Le mois passé, nous avons évoqué trois douleurs de base : la souffrance liée à hier (dépressivité de type anxieux [marquée par la culpabilité] et nostalgie), la souffrance liée à aujourd’hui (dépressivité de type narcissique [marquée par la honte] et dépressivité en creux [marquée par l’ennui]) et, enfin, la souffrance liée à tout de suite (l’angoisse). Voici la description de quatre douleurs supplémentaires.
Lorsqu’un individu vit davantage dans le futur que dans le présent (et, a fortiori, dans le passé), lorsque demain le captive, lorsqu’après-demain le passionne, c’est l’anxiété qui est, alors, au rendez-vous : un état chronique de tension (plus psychique que physique). Car le futur est incertain. Et jamais rien ne permet de réduire complètement cette incertitude. Aussi, le sujet en est réduit à ruminer des idées obsédantes : « Pourvu que tel événement funeste ne me tombe pas dessus ! », « Pourvu que tel événement souhaité se réalise ! » (et si tel est le cas, « Pourvu qu’il se produise le plus rapidement possible ! ») Et l’inquiétude de faire cortège.

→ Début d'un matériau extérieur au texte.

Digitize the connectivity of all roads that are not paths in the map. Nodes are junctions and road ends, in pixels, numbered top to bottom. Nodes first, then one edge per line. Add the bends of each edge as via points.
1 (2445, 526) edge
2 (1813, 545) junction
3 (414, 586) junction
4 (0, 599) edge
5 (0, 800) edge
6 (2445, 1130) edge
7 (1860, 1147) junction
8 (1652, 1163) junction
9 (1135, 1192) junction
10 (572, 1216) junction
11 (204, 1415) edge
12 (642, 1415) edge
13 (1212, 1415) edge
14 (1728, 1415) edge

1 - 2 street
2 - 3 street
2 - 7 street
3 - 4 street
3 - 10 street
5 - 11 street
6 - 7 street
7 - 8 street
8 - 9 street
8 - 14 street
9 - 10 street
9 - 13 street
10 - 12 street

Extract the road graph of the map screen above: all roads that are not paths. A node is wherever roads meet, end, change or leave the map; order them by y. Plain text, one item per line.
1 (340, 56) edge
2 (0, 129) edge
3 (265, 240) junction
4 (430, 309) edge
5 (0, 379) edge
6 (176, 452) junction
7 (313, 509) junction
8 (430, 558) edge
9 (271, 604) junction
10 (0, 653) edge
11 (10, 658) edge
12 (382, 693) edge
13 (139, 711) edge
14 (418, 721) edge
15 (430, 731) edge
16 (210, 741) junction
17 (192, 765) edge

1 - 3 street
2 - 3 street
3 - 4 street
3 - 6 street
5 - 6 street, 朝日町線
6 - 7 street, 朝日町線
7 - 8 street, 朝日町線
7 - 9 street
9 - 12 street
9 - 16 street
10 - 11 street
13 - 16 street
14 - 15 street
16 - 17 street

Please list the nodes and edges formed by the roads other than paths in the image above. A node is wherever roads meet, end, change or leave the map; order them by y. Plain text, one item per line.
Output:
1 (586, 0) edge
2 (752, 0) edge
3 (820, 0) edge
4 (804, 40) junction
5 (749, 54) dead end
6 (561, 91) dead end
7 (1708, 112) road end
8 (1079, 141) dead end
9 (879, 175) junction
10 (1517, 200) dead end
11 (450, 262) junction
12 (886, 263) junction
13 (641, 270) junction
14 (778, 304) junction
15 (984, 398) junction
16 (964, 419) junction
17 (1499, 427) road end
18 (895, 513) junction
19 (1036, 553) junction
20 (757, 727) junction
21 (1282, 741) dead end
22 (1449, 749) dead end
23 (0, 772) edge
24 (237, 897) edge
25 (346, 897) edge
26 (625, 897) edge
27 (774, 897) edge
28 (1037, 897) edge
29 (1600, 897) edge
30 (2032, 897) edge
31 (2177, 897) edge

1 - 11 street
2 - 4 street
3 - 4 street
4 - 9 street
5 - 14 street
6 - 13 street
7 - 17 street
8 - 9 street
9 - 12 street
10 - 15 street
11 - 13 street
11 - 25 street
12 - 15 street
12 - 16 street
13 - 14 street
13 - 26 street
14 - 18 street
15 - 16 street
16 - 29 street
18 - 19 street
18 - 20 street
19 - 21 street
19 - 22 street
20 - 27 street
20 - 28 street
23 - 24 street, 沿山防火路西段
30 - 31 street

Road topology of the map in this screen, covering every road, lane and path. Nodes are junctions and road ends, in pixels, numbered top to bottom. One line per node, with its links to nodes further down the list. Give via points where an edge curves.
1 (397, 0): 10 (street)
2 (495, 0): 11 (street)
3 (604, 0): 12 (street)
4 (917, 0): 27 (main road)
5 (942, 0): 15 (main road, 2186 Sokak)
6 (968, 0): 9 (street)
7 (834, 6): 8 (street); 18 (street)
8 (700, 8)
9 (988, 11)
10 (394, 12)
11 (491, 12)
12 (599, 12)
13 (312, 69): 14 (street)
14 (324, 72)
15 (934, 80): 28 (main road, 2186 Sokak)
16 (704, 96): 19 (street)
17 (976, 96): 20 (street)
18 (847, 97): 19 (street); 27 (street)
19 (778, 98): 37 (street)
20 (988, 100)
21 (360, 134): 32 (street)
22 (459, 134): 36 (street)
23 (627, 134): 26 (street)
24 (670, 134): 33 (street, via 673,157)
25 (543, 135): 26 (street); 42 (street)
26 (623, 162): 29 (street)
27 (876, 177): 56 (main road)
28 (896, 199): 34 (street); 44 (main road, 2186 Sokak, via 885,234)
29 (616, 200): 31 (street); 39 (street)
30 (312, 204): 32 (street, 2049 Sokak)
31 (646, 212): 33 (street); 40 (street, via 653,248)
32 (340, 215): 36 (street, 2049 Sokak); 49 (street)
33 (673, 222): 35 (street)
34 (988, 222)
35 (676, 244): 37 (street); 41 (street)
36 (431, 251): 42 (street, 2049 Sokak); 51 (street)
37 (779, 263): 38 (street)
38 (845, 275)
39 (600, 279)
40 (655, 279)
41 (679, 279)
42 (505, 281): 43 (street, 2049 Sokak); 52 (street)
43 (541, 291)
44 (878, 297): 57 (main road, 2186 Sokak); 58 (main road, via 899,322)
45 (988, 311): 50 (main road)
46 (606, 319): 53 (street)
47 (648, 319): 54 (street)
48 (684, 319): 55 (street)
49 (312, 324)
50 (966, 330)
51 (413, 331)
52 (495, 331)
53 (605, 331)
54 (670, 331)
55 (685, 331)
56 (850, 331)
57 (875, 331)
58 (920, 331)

Par parenthèses, notons que la notion de désir est calquée, tout entière, sur cette même dynamique : « Lorsque j’aurai ce qui me manque, la vie sera, enfin, une euphorie perpétuelle, une félicité éternelle » ! L’attraction des lendemains qui chantent, le magnétisme des miroirs aux alouettes… un état de tension permanent ! Voilà pourquoi, d’ailleurs, le bouddhisme a centré toute sa pratique du mieux-être sur l’extinction des désirs. En éteignant les désirs, c’est le feu de l’anxiété que l’on éteint par la même occasion.
Un des apports significatifs de Freud est, sans conteste, la formalisation du concept d’ambivalence affective. Le contraire de l’amour n’est pas la haine, mais l’indifférence. La haine est du même côté que l’amour : celui de l’investissement affectif. Plus ce dernier est grand, plus le potentiel d’amour et de haine est grand. Plus je suis capable d’aimer, plus je suis capable de détester ! L’intensité de l’investissement émotionnel demeure, les valences permutent.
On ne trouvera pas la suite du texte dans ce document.